His motto is pretty straightforward: “I can say unequivocally that anyone who comes in the front door will be able to get on a boat. And they’re going to be greeted by a smiling face. That’s a culture we work hard at.” (A local who used to live in the neighborhood by the name of Tom Brady would regularly show up, before relocating to Tampa Bay for work, though Charlie couldn’t rent him a kayak on one visit because his kid was too small. “He was very nice about it,” Charlie says, with a laugh.)
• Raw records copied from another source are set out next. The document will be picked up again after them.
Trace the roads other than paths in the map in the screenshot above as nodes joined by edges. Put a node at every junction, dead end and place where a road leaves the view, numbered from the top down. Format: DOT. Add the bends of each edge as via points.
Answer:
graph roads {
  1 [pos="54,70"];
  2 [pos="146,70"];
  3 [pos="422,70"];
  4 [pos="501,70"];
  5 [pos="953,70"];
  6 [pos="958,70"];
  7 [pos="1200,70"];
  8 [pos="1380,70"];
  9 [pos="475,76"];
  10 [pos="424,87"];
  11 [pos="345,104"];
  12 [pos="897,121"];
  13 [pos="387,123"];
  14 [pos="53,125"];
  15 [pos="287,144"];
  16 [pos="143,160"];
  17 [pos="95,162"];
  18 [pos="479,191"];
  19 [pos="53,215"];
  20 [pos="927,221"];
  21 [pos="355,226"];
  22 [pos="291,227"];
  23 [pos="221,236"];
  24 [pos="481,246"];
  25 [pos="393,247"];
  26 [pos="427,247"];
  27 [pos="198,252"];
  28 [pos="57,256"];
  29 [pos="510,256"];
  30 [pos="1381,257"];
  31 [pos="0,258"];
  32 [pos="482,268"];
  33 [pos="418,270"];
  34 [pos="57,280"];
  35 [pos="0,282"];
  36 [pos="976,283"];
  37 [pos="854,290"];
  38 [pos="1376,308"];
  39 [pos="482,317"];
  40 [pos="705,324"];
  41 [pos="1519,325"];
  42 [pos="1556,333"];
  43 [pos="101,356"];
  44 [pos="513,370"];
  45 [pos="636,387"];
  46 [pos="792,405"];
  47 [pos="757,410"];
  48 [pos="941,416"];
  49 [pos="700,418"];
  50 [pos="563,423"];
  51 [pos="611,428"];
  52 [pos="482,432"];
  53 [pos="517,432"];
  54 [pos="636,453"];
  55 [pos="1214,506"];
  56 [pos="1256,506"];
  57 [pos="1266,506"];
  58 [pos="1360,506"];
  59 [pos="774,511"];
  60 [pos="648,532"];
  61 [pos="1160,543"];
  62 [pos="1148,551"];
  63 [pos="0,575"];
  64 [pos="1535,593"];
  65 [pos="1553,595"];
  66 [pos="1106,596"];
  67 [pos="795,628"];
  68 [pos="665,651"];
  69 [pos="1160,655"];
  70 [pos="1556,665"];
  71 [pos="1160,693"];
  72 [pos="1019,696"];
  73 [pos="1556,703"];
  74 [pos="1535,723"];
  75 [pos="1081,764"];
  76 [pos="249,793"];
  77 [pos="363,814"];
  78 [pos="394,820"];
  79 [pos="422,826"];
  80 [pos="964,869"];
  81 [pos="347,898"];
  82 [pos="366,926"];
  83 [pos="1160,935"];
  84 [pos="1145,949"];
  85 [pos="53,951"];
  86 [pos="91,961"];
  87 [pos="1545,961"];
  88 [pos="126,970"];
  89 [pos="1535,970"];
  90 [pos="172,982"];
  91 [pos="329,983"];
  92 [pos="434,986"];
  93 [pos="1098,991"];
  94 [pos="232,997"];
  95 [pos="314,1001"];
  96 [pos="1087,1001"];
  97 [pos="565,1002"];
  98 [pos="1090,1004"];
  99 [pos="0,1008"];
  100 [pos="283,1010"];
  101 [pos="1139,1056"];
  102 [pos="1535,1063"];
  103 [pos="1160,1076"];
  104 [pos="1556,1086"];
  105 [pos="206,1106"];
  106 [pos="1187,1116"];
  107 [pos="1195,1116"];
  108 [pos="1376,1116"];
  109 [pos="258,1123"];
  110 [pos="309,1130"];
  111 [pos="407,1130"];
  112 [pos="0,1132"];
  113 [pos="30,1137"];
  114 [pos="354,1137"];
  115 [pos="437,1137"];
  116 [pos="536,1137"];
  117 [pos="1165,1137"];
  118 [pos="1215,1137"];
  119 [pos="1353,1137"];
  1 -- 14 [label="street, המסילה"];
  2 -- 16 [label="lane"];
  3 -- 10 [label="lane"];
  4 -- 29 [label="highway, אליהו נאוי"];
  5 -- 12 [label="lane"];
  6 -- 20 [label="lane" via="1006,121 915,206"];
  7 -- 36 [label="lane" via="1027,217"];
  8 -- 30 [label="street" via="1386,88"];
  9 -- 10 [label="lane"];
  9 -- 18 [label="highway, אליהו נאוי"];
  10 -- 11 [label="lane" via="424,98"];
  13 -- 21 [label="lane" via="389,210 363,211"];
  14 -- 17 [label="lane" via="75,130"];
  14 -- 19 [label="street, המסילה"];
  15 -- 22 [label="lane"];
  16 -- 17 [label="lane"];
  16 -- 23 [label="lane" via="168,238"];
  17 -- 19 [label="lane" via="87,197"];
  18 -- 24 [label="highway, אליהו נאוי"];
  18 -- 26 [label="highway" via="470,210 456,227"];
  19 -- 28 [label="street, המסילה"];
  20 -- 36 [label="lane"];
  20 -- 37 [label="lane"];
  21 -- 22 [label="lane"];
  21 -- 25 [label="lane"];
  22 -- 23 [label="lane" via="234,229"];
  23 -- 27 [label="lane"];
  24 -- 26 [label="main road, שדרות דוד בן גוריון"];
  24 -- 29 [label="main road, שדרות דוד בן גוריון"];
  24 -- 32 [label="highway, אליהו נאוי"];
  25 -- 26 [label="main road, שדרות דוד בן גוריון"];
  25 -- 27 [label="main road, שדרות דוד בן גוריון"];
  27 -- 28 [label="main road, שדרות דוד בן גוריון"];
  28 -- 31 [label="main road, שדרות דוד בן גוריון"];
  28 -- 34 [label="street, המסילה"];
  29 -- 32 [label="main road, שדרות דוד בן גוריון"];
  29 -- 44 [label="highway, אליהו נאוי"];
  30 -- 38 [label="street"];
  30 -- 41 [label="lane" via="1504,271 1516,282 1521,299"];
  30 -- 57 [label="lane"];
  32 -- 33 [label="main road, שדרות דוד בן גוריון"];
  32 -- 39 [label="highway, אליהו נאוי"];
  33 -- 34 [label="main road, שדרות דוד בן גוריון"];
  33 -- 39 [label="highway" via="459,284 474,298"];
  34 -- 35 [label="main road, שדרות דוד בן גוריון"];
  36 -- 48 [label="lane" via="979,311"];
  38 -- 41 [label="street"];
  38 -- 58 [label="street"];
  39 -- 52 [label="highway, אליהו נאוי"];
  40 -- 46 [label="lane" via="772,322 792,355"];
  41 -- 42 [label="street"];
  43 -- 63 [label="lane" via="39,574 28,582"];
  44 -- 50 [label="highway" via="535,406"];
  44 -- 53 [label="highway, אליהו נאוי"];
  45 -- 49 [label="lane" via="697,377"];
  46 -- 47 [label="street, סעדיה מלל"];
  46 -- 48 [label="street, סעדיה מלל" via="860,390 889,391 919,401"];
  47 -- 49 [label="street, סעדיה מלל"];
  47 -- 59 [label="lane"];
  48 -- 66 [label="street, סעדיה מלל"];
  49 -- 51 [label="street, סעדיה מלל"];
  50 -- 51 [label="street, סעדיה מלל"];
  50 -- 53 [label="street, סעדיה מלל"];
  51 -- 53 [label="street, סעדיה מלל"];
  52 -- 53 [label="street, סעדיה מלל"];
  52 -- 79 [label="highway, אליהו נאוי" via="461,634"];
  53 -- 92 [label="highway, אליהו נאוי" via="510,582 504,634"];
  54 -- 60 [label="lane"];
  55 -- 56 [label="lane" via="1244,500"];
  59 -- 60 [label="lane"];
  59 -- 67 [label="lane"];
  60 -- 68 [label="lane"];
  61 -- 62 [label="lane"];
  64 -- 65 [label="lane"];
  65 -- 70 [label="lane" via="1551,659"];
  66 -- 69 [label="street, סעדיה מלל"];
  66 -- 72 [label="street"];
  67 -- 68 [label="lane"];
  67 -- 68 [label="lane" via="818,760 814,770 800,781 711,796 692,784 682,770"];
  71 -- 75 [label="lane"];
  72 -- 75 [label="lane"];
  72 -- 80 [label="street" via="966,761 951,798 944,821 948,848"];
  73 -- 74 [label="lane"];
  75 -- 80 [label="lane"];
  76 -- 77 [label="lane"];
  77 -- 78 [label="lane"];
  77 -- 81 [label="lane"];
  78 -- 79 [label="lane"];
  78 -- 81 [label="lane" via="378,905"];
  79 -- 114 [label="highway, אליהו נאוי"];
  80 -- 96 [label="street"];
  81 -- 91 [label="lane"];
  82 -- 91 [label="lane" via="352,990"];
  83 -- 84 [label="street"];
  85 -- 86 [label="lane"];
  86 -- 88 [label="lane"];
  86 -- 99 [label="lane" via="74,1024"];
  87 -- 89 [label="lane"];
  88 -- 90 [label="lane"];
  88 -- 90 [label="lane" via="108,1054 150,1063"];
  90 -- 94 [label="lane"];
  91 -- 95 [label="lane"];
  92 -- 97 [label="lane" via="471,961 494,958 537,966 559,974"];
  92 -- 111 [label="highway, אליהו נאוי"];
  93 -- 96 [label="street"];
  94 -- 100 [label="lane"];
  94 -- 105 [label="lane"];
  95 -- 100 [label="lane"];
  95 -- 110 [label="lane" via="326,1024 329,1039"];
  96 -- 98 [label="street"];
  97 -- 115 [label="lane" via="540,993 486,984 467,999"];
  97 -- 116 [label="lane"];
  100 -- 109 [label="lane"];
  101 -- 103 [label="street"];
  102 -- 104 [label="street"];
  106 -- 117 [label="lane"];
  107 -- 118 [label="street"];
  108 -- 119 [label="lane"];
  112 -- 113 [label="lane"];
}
So, what’s available once that door is walked through? All sorts of lessons, a racing program, different ratings you earn that allow you more and more privileges, and a pretty incredible fleet of boats: 60 Mercurys, a dozen Lasers, 18 420s, eight Sonars, 18 windsurfers and more than 50 kayaks. And access to the bustling Charles River, with the rowing shells from the local colleges plying the waters, as well as the sailing teams from MIT and Harvard. It’s a happening little piece of water.
And as I witnessed after my own spin on the Charles, it sure does attract an eclectic bunch, some of whom—how shall I say this?—do not exactly seem like masters of the sport. Seriously, if I had Charlie’s job, my blood pressure would be through the roof, but he just chuckles. “It’s a pretty safe place here, in every way,” he says. “And look at them. Everyone’s having fun.”
Well, that was certain.
We in the sailing biz can learn a few lessons from Charlie’s crew. Many of us, myself included, wring our hands trying to figure out how to get more people sailing. Community Boating has it figured out: Make it affordable and accessible and a blast. Not so hard, right?
The Boston Globe ran a piece about Community Boating this past summer, and concluded it with a Charlie quote, which is too good to pass up here a second time: “When you get on the water, there’s this euphoric sense of ‘life is good again.’ It’s the reason people like me hang out here so long.” Amen, brother.
Herb McCormick is CW’s executive editor.